Bracia Menendez: historia zbrodni, która wstrząsnęła Ameryką

Bracia Menendez – Lyle i Erik – to jedna z najgłośniejszych postaci amerykańskiej kryminalistyki lat 90. Ich sprawa, pełna dramatycznych zwrotów akcji, do dziś wzbudza kontrowersje. W 1989 roku zamordowali swoich rodziców, José i Kitty Menendezów, a później twierdzili, że uczynili to w samoobronie. Niedawno sąd złagodził ich wyrok, otwierając drogę do potencjalnego zwolnienia.

Morderstwo w Beverly Hills: co wydarzyło się tamtej nocy?

20 sierpnia 1989 roku w ekskluzywnej rezydencji w Beverly Hills doszło do brutalnego podwójnego morderstwa. José i Kitty Menendez zostali zastrzeleni – on pięciokrotnie w tył głowy, ona aż dziewięć razy, w tym śmiertelnie w policzek, gdy próbowała uciekać. Początkowo policja podejrzewała porachunki mafijne, ale szybko uwagę śledczych zwróciły zachowania braci.

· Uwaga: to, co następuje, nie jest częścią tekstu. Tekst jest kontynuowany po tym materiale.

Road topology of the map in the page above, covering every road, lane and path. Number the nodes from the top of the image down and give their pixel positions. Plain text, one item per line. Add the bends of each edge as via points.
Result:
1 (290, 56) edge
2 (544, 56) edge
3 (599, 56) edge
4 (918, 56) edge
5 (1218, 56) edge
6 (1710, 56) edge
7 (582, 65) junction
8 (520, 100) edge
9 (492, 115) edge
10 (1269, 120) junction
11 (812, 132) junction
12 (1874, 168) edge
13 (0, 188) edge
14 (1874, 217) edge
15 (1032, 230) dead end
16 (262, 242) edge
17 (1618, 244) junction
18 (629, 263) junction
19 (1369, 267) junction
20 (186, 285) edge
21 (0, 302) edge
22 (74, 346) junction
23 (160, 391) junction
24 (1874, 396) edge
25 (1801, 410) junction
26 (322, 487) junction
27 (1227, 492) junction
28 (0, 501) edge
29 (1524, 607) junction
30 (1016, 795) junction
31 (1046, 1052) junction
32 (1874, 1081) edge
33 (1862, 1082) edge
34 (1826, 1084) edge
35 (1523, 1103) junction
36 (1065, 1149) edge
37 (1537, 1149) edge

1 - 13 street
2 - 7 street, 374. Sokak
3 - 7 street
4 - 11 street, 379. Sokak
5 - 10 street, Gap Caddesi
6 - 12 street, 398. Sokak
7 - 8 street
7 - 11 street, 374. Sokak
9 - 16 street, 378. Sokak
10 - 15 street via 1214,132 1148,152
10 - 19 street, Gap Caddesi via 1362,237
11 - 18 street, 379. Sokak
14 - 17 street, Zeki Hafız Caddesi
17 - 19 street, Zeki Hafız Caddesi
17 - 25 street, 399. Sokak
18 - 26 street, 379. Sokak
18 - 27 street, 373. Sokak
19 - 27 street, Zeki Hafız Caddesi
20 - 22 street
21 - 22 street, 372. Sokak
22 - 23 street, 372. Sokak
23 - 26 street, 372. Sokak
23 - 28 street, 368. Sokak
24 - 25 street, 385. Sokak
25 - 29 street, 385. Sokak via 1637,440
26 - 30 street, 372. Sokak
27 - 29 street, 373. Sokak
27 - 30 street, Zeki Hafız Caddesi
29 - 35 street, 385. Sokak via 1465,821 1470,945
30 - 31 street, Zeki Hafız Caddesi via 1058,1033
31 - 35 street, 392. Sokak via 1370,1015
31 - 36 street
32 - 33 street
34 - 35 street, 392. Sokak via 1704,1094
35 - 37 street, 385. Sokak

Lyle i Erik, zamiast pogrążyć się w żałobie, zaczęli wydawać fortunę rodziców na luksusowe samochody, biżuterię i podróże. W ciągu pół roku wydali prawie 700 tysięcy dolarów, co ostatecznie wzmocniło podejrzenia o ich udział w zbrodni.

Proces braci Menendez: między samoobroną a żądzą pieniędzy

Gdy Erik przyznał się psychologowi do morderstwa, a taśma z jego zeznaniami trafiła do policji, bracia zostali aresztowani. Ich proces w 1996 roku był jednym z pierwszych w USA transmitowanych na żywo przez telewizję Court TV.

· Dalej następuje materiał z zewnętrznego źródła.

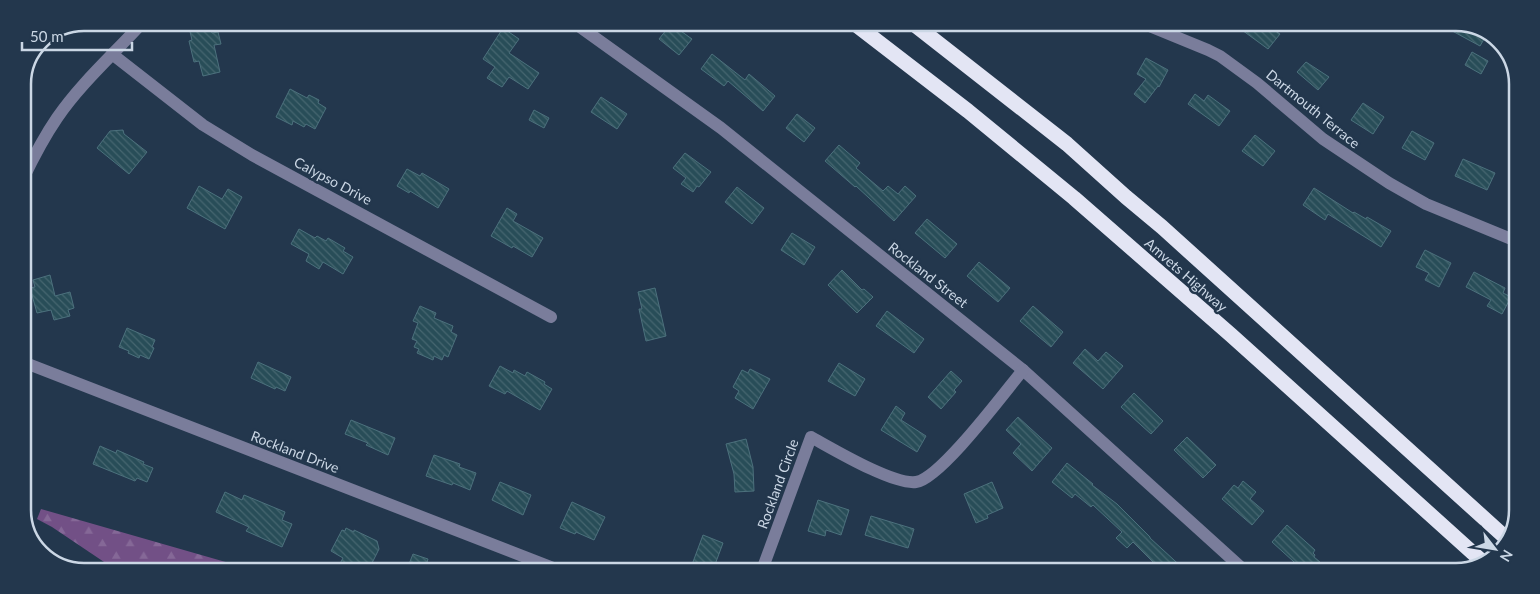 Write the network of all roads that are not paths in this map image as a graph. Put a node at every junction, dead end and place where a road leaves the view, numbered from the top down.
1 (134, 31) edge
2 (586, 31) edge
3 (864, 31) edge
4 (924, 31) edge
5 (1162, 31) edge
6 (112, 54) junction
7 (31, 163) edge
8 (1509, 238) edge
9 (551, 317) dead end
10 (31, 365) edge
11 (1022, 370) junction
12 (1502, 535) edge
13 (1478, 558) edge
14 (541, 563) edge
15 (765, 563) edge
16 (1236, 563) edge

1 - 6 street
2 - 11 street, Rockland Street
3 - 13 highway, Amvets Highway
4 - 12 highway, Amvets Highway
5 - 8 street, Dartmouth Terrace
6 - 7 street
6 - 9 street, Calypso Drive
10 - 14 street, Rockland Drive
11 - 15 street, Rockland Circle
11 - 16 street, Rockland Street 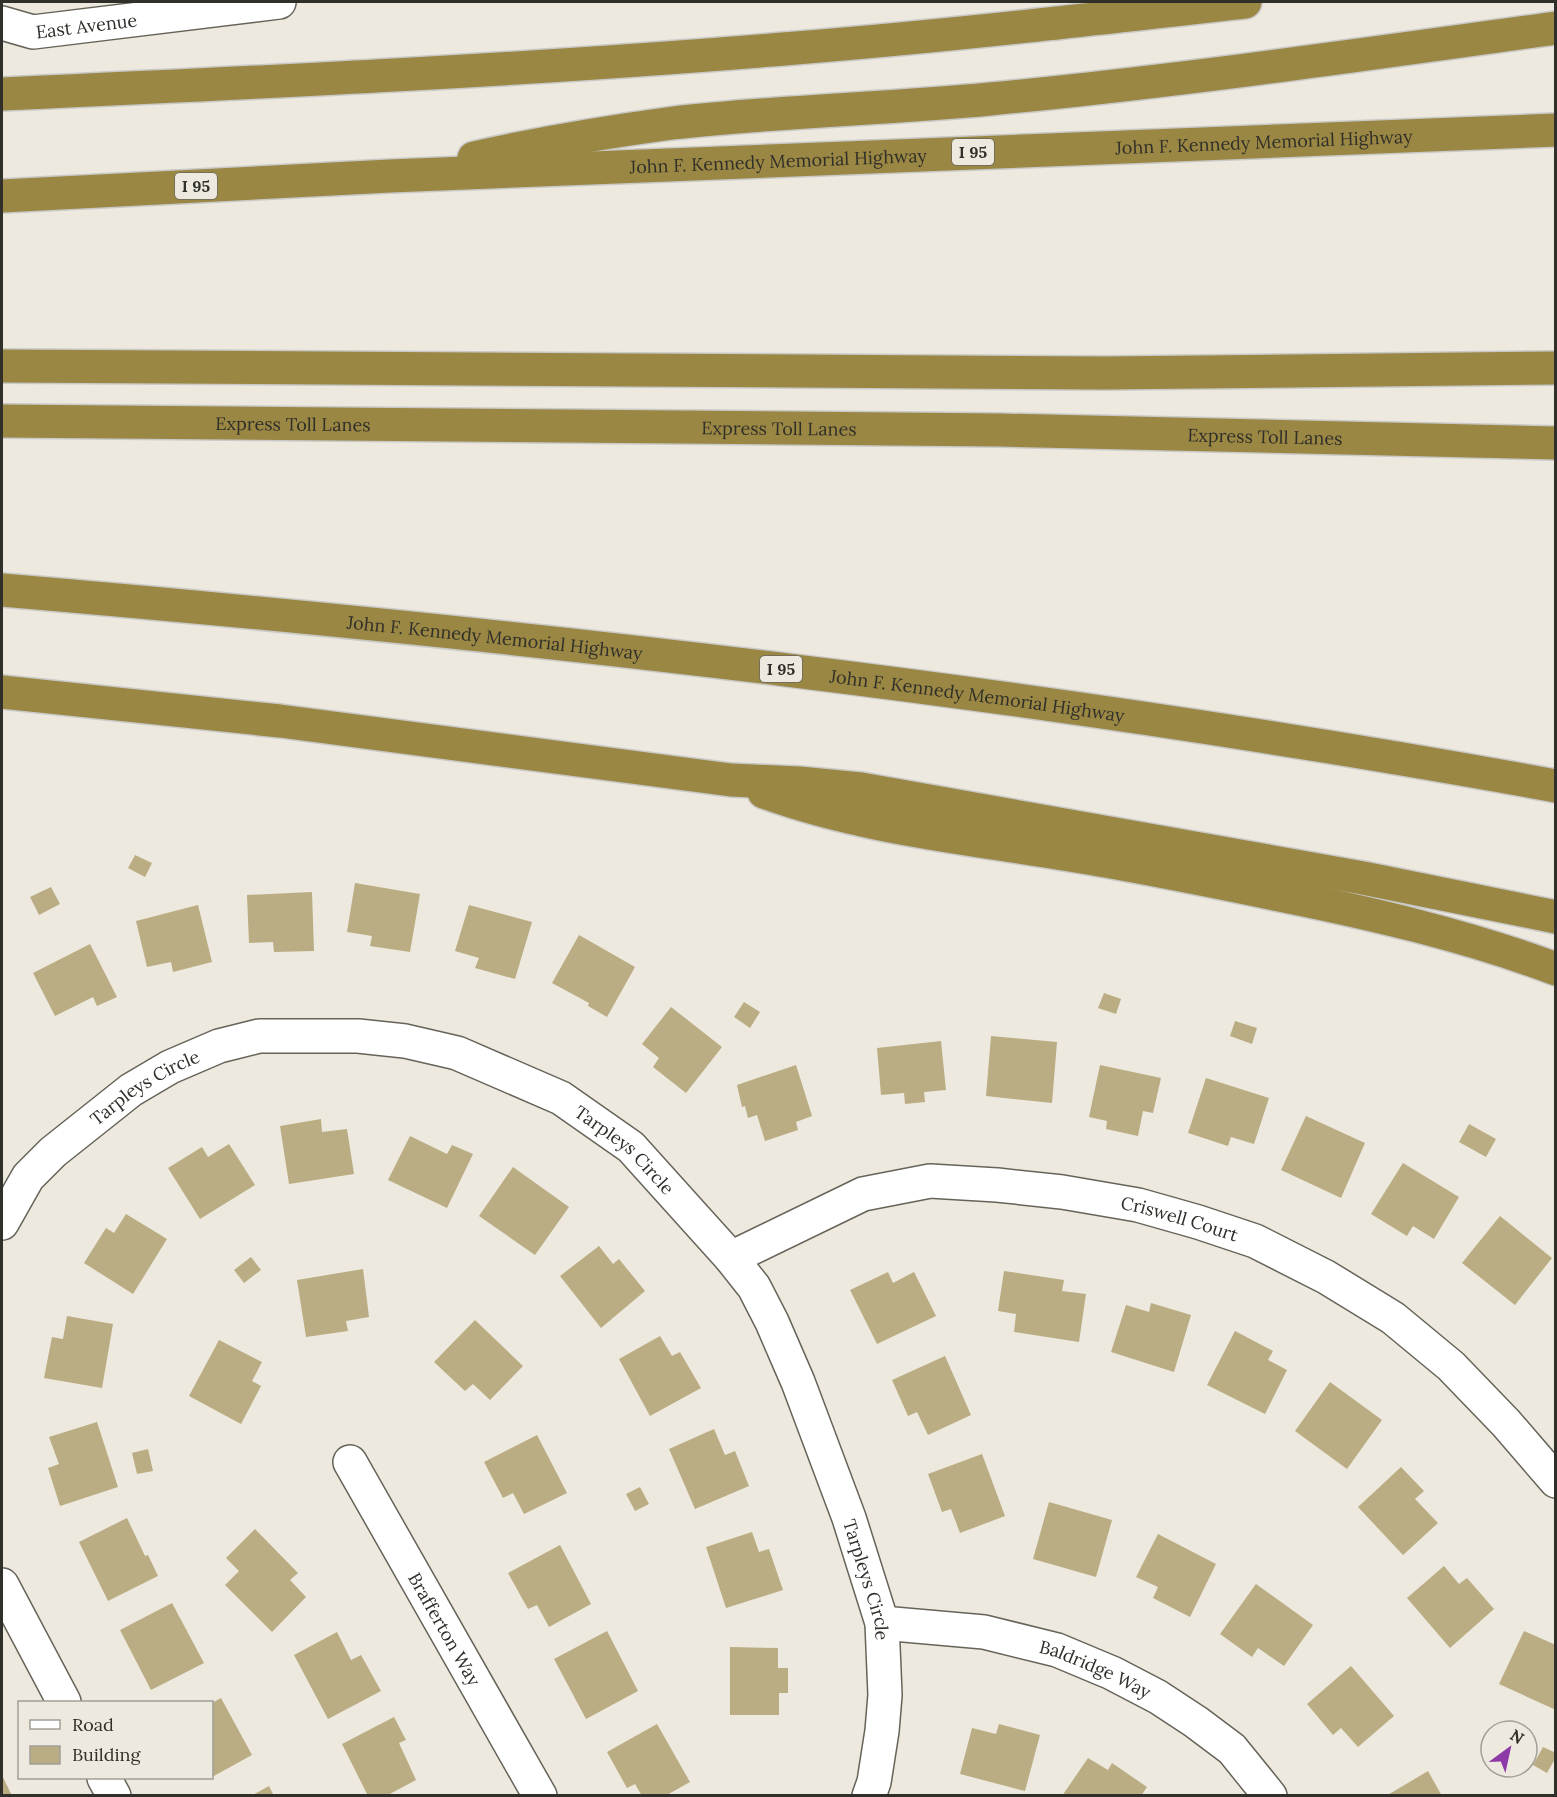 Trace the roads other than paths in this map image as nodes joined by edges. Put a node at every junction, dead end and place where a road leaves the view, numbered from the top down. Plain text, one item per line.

Podczas rozprawy twierdzili, że zabili rodziców w obronie własnej. Opisywali wieloletnie molestowanie seksualne ze strony ojca oraz przemoc psychiczną i fizyczną zarówno ze strony José, jak i Kitty. Mówili, że ojciec przez lata wykorzystywał ich seksualnie, a matka była alkoholiczką, która ignorowała ich cierpienie. Prokuratura jednak utrzymywała, że motywem była chęć przejęcia majątku rodziców.

Nowe dowody i zmiana wyroku

W ostatnich latach narracja wokół sprawy zaczęła się zmieniać. W sieci pojawiły się nagrania, w których były członek zespołu Menendu oskarżył José Menendeza o nadużycia, a odnaleziony list Erika potwierdzał jego zeznania o molestowaniu. W 2023 roku bracia złożyli petycję o rewizję wyroku, powołując się na niewłaściwe procedury. Rok później sąd skrócił ich karę do 50 lat, co otworzyło możliwość ubiegania się o przedterminowe zwolnienie.

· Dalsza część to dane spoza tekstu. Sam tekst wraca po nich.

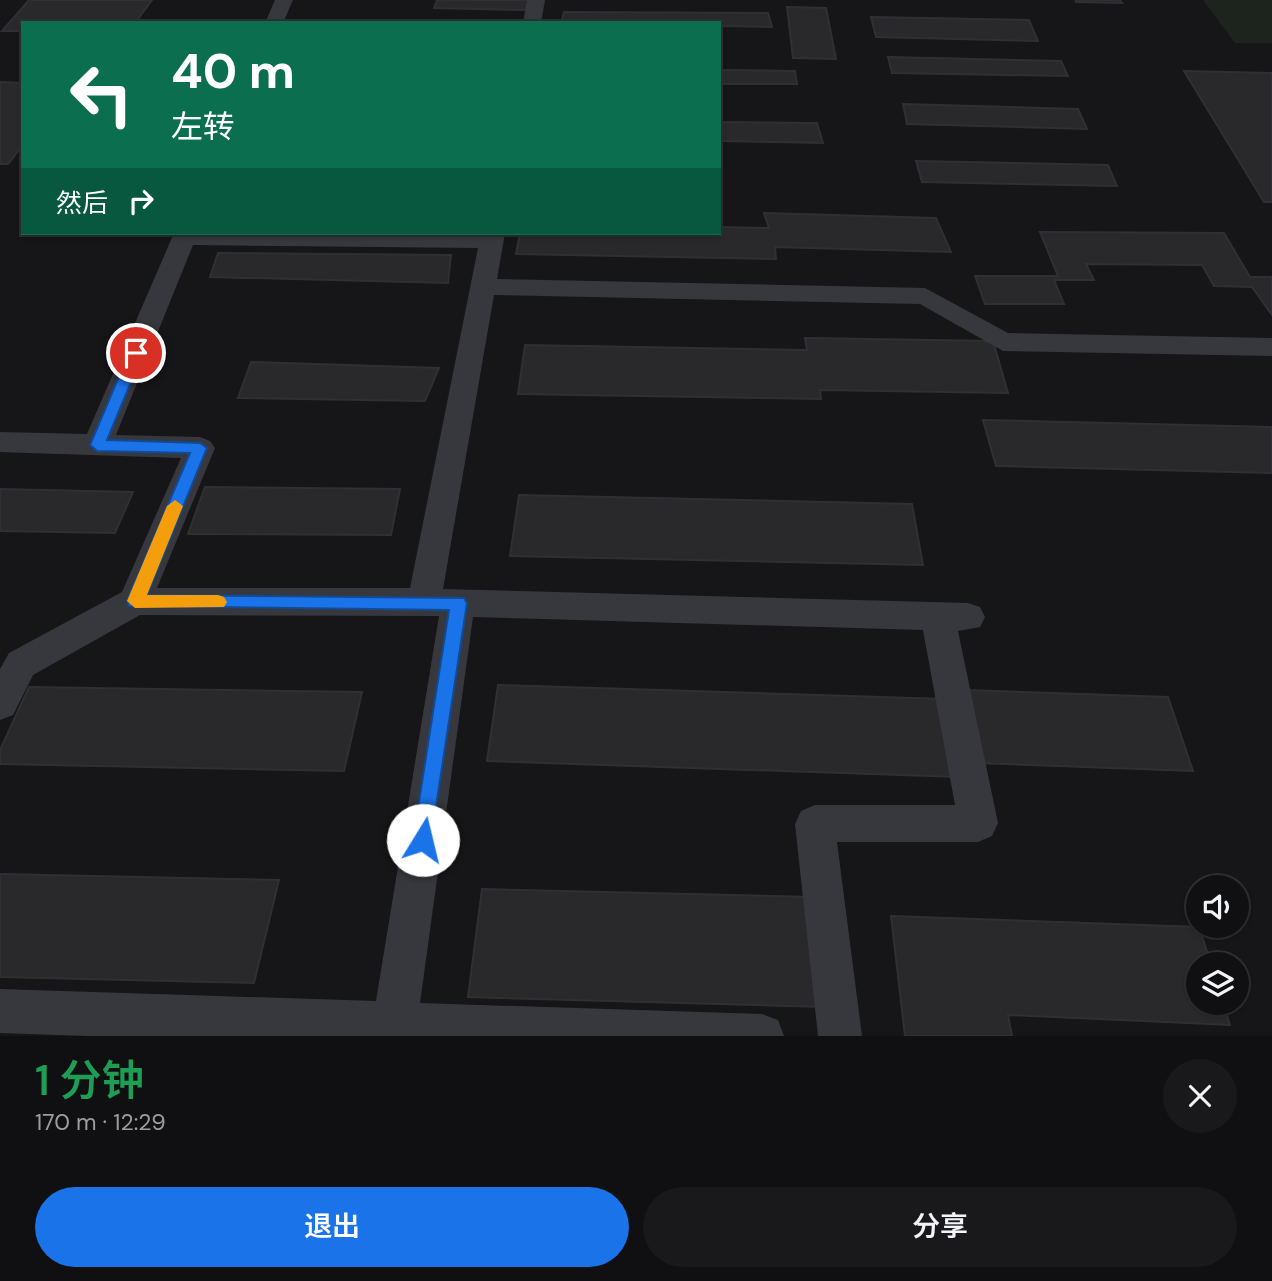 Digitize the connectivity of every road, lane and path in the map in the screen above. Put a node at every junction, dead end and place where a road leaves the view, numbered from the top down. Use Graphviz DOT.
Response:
graph roads {
  1 [pos="284,0"];
  2 [pos="536,0"];
  3 [pos="275,21"];
  4 [pos="532,21"];
  5 [pos="185,235"];
  6 [pos="492,237"];
  7 [pos="483,287"];
  8 [pos="1272,347"];
  9 [pos="0,442"];
  10 [pos="97,445"];
  11 [pos="135,601"];
  12 [pos="441,602"];
  13 [pos="0,705"];
  14 [pos="0,1011"];
  15 [pos="396,1024"];
  16 [pos="762,1036"];
  17 [pos="840,1036"];
  1 -- 3 [label="street"];
  2 -- 4 [label="street"];
  5 -- 6 [label="street"];
  5 -- 10 [label="street"];
  6 -- 7 [label="street"];
  7 -- 8 [label="street"];
  7 -- 12 [label="street"];
  9 -- 10 [label="street"];
  10 -- 11 [label="street"];
  11 -- 12 [label="street"];
  11 -- 13 [label="street"];
  12 -- 15 [label="street"];
  12 -- 17 [label="street"];
  14 -- 15 [label="street"];
  15 -- 16 [label="street"];
}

Zwolennicy braci, w tym postępowy prokurator George Gascón, twierdzą, że są ofiarami niesprawiedliwości i zasługują na łaskę. Przeciwnicy zaś wskazują na brak niepodważalnych dowodów nadużyć i twierdzą, że ich zeznania były wygodną wymówką.

Menendezowie w kulturze: serial Netflixa i kontrowersje

Sprawa braci Menendez została przywołana przez Netflix w drugim sezonie serialu „Potwory” (2023). Produkcja wywołała skrajne reakcje – Erik Menendez zarzucił twórcom, że pokazali go i brata w krzywdzącym świetle, przemilczając kluczowe aspekty historii.

W odpowiedzi na krytykę Netflix ogłosił, że pracuje nad dokumentem „Historia braci Menendezów”, w którym Lyle i Erik po raz pierwszy od dekad opowiedzą swoją wersję wydarzeń. Premiera zapowiedziana na 2024 rok wzbudza ogromne zainteresowanie, zwłaszcza że w nowym materiale mają pojawić się niepublikowane wcześniej nagrania i wywiady.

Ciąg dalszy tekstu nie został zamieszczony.